Jose Parica (born April 18, 1949) is a Filipino professional pool player from Manila, nicknamed "Amang" (English: "Father") and "the Giant Killer."  As a Filipino Hall of Famer, he pioneered the "Filipino invasion" in the United States in the late 70s, especially in the game of Nine-ball. Also known as "the King" in the Philippines, Parica is considered one of the greatest money players of all time. He became the Billiards Digest Player of the Year in 1997. He scored a perfect match with no mistakes in 9-ball race to 11 format in 1997 at the PBT Legends of Nine-ball.

Career
In 1976, Parica, hoping to get a better deal for Filipino billiard players, organized the Philippine Pocket Billiards Association and became its first president. The same year he was invited to the All Japan Championship and finished second in the Rotation division to Tetsuro Kakuto. In 1978, he was invited to his first tournament in the United States, the World Straight Pool Championship were he placed 11th. He was the first Filipino to travel to the United States. Shortly after, in 1979, Parica travelled back to the Philippines and became the National 3-Cushion, Rotation, and Snooker Champion.
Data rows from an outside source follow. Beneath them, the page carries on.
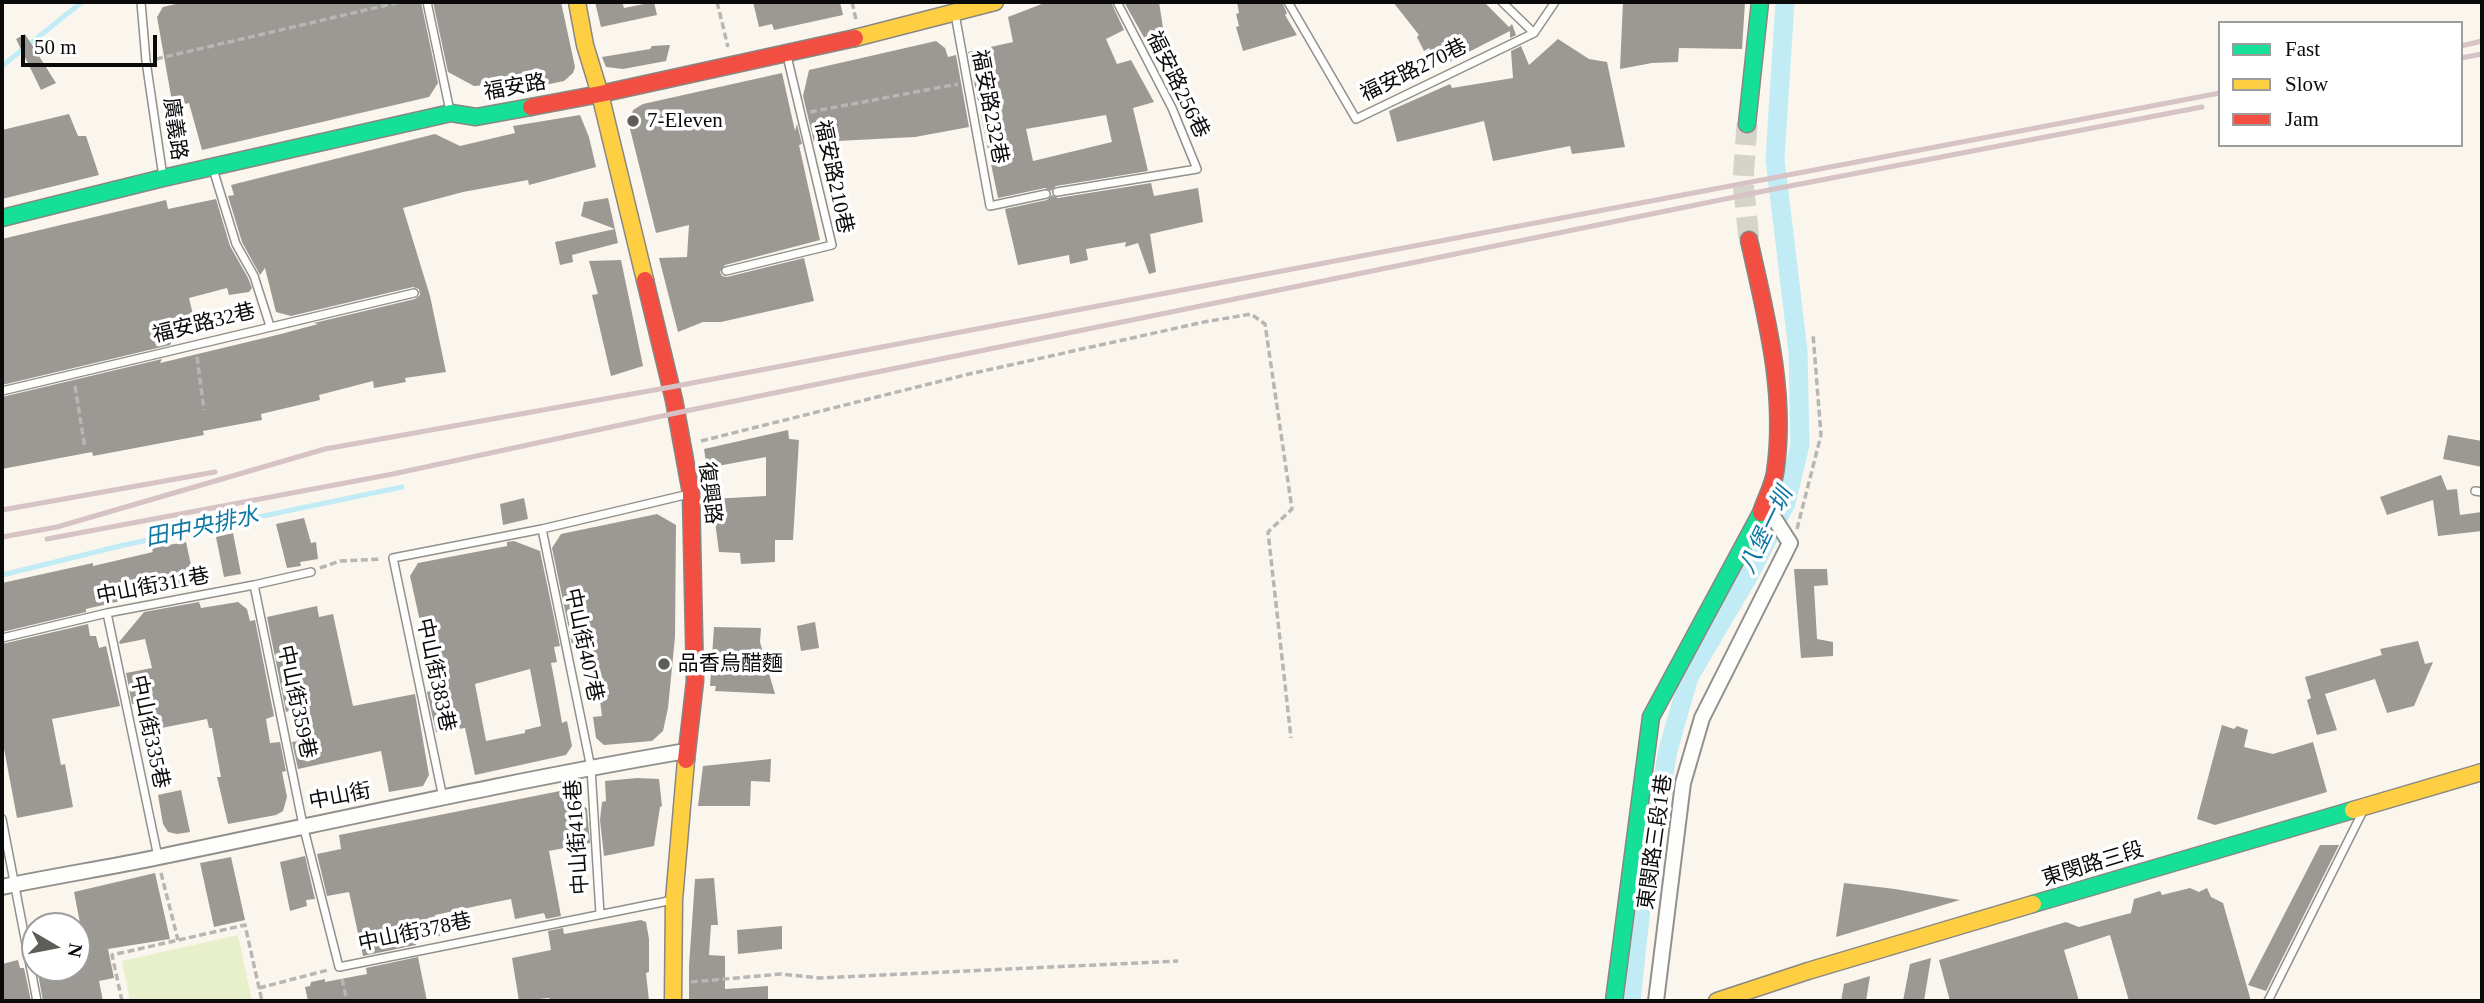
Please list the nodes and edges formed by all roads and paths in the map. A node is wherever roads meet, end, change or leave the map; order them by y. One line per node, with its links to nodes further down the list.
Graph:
1 (141, 2): 15 (lane, 廣義路)
2 (400, 2): 15 (path)
3 (427, 2): 19 (lane)
4 (576, 2): 18 (street, 復興路)
5 (717, 2): 16 (path)
6 (995, 2): 12 (street, 福安路)
7 (1116, 2): 24 (lane, 福安路256巷)
8 (1288, 2): 13 (lane, 福安路270巷)
9 (1502, 2): 13 (lane)
10 (1555, 2): 13 (lane)
11 (1760, 2): 21 (street)
12 (955, 14): 14 (street, 福安路); 17 (lane, 福安路232巷)
13 (1534, 33)
14 (786, 52): 16 (street, 福安路); 20 (lane, 福安路210巷)
15 (146, 61): 23 (lane, 廣義路)
16 (732, 64): 18 (street, 福安路)
17 (967, 82): 20 (path); 25 (lane, 福安路232巷)
18 (600, 94): 19 (street, 福安路); 36 (street, 復興路)
19 (451, 113): 22 (street, 福安路)
20 (801, 114): 28 (lane, 福安路210巷)
21 (1747, 124)
22 (213, 168): 23 (street, 福安路); 30 (lane)
23 (163, 178): 26 (street, 福安路)
24 (1057, 192)
25 (1046, 194)
26 (2, 218)
27 (1749, 240): 39 (street)
28 (726, 271)
29 (414, 293): 30 (lane, 福安路32巷)
30 (270, 326): 32 (lane, 福安路32巷)
31 (1813, 334): 41 (path)
32 (196, 344): 33 (lane, 福安路32巷); 35 (path)
33 (74, 374): 34 (lane, 福安路32巷); 37 (path)
34 (2, 391)
35 (204, 410)
36 (682, 446): 38 (street, 復興路); 47 (path)
37 (85, 448)
38 (691, 493): 40 (lane); 48 (street, 復興路)
39 (1765, 504): 41 (street); 69 (street)
40 (542, 529): 42 (lane); 49 (lane, 中山街407巷)
41 (1790, 543): 70 (street, 東閔路三段1巷)
42 (393, 558): 43 (path); 51 (lane, 中山街383巷)
43 (311, 572): 44 (lane, 中山街311巷)
44 (254, 585): 45 (lane, 中山街311巷); 54 (lane, 中山街359巷)
45 (107, 613): 46 (lane, 中山街311巷); 55 (lane, 中山街335巷)
46 (2, 638)
47 (1290, 738)
48 (686, 751): 49 (street, 中山街); 57 (street, 復興路)
49 (591, 768): 51 (street, 中山街); 58 (lane, 中山街416巷)
50 (2482, 772): 52 (street, 東閔路三段)
51 (443, 799): 54 (street, 中山街)
52 (2365, 806): 71 (street, 東閔路三段); 72 (lane)
53 (2, 819): 56 (lane)
54 (303, 825): 55 (street, 中山街); 61 (lane, 中山街378巷)
55 (158, 858): 56 (street, 中山街); 59 (path)
56 (9, 885): 64 (lane)
57 (674, 900): 58 (lane, 中山街416巷); 62 (street, 復興路)
58 (600, 914): 61 (lane, 中山街378巷)
59 (178, 940): 63 (path); 65 (path)
60 (1178, 961): 62 (path)
61 (339, 967): 63 (path); 67 (path)
62 (672, 984): 68 (street, 復興路)
63 (259, 988): 66 (path)
64 (37, 1001)
65 (122, 1001)
66 (262, 1001)
67 (347, 1001)
68 (673, 1001)
69 (1614, 1001)
70 (1656, 1001)
71 (1717, 1001)
72 (2268, 1001)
Filipino player Efren Reyes joined Parica in 1985, in the start of what is now known as the "Filipino invasion". In 1982, Parica won the Playboy All-Around Classic, with the victory, Parica became the first male Asian player to win a professional pool event in the United States. In 1986, Parica won the Clyde Childress Memorial 9-Ball Open, followed up with a victory in the Classic Cup V title. 

Parica had won over 100 international tournaments, including titles in the United States, the Philippines and Japan. In 1988, Parica participated in the Japanese circuit, winning the All Japan Championship in 9-Ball. That same year in Japan, he won the JPPA World 9-Ball Championship, sanctioned by the Japan Pool Players Association, which hosted the largest tournament at the time, with 900 players participating, which was a record number of participants in a tournament at the time. Parica beat Efren Reyes 9–3 in the finals, earning the first prize of $39,000 for his victory. This made Parica the first male Asian player to win a world championship in pocket billiards.
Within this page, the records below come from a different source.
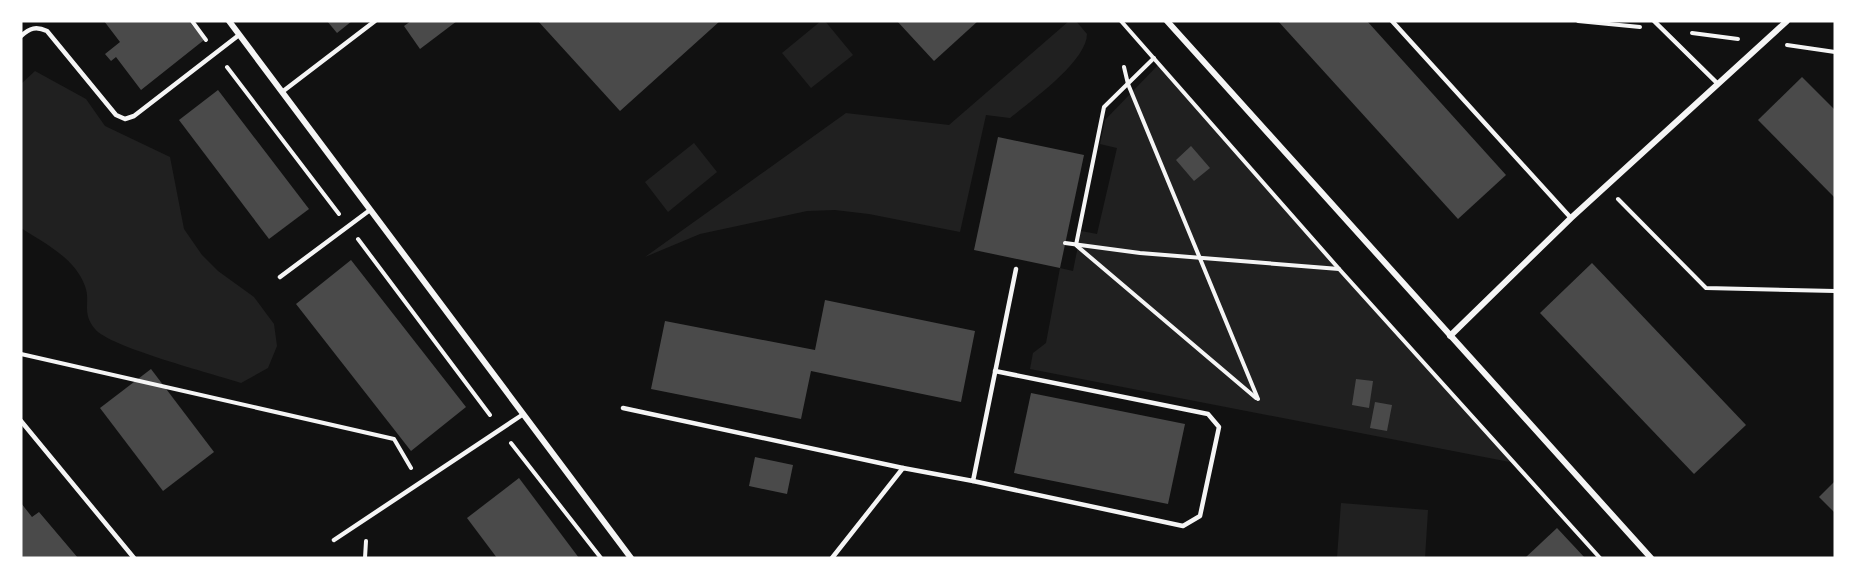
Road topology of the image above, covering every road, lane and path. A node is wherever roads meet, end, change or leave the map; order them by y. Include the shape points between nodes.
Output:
1 (192, 21) edge
2 (229, 21) edge
3 (375, 21) edge
4 (1121, 21) edge
5 (1167, 21) edge
6 (1392, 21) edge
7 (1578, 21) edge
8 (1654, 21) edge
9 (1787, 21) edge
10 (1663, 30) junction
11 (239, 35) junction
12 (21, 36) edge
13 (1764, 42) junction
14 (216, 52) junction
15 (1835, 52) edge
16 (1154, 58) junction
17 (1124, 67) dead end
18 (1717, 83) junction
19 (1128, 84) junction
20 (282, 92) junction
21 (1606, 186) junction
22 (370, 210) junction
23 (1571, 218) junction
24 (349, 226) junction
25 (1065, 243) dead end
26 (1076, 245) junction
27 (1202, 259) junction
28 (1016, 269) dead end
29 (1340, 270) junction
30 (280, 276) dead end
31 (1835, 291) edge
32 (1450, 336) junction
33 (21, 354) edge
34 (995, 371) junction
35 (623, 408) dead end
36 (522, 415) junction
37 (21, 421) edge
38 (500, 429) junction
39 (903, 468) junction
40 (973, 481) junction
41 (419, 482) junction
42 (334, 540) dead end
43 (134, 558) edge
44 (601, 558) edge
45 (631, 558) edge
46 (832, 558) edge
47 (1600, 558) edge
48 (1651, 558) edge

1 - 14 path
2 - 11 street
3 - 20 lane
4 - 16 path
5 - 32 street
6 - 23 lane
7 - 10 path
8 - 10 lane
9 - 13 street
10 - 13 path
10 - 18 lane
11 - 14 lane
11 - 20 street
12 - 14 lane via 38,27 47,31 116,115 125,119
13 - 15 path
13 - 18 street
14 - 24 path
16 - 19 path
16 - 29 path
17 - 19 path
18 - 21 street
19 - 26 path via 1104,107
19 - 27 path
20 - 22 street
21 - 23 street
21 - 31 path via 1706,288
22 - 24 lane
22 - 36 street
23 - 32 street
24 - 30 lane
24 - 38 path
25 - 26 path
26 - 27 path
26 - 27 path via 1258,399
27 - 29 path
28 - 34 lane
29 - 47 path
32 - 48 street
33 - 41 path via 394,439
34 - 40 lane
34 - 40 lane via 1208,414 1219,427 1200,516 1183,526
35 - 39 lane
36 - 38 lane
36 - 45 street
37 - 43 lane
38 - 41 lane
38 - 44 path
39 - 40 lane
39 - 46 lane
41 - 42 lane

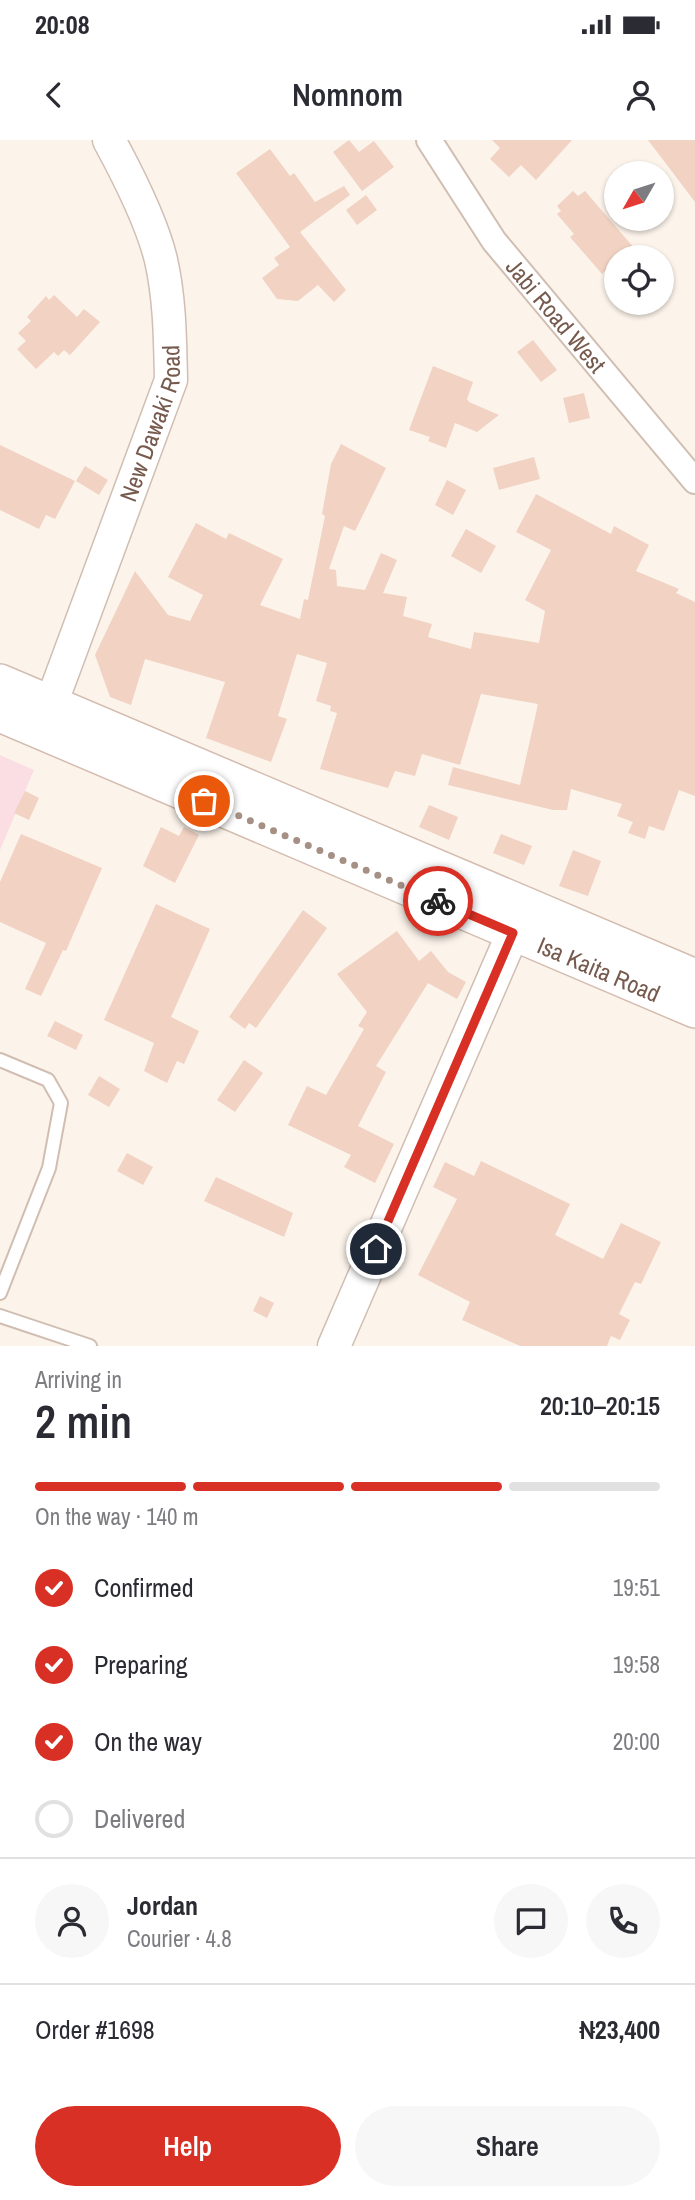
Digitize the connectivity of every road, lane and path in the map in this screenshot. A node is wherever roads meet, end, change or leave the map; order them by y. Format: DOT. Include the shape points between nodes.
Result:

In 1994, Parica married his wife Aurora and became less active on the Professional Billiards Tour. In 1996, Parica resumed playing full time and won four tournaments that year, Beating rival Efren Reyes three times in the finals. In 1997, Parica won five tournaments and was ranked number 1 on the professional tour rankings as well as winning the Camel tour overall bonus of $50,000 defeating Buddy Hall. He was chosen Player of the Year in 1997 by the Billiards Digest Magazine.

Allegations of crime
In the early 1990s, Parica attacked a man who he said was troubling his wife. The battered man had a different story, stating that Parica robbed him of his belongings. Parica was imprisoned for one day. After paying fines and testifying in court, Parica won the case and was released.

Hall of Fame
Many fans and pundits of the game believed that Parica should have been inducted in to the Billiard Congress of America Hall of Fame long before his induction. Parica played professionally in to his 60s to further earn the recognition for his induction, that many people believed he already deserved. In 2014, Parica was inducted into the Billiard Congress of America Hall of Fame, at the age of 65.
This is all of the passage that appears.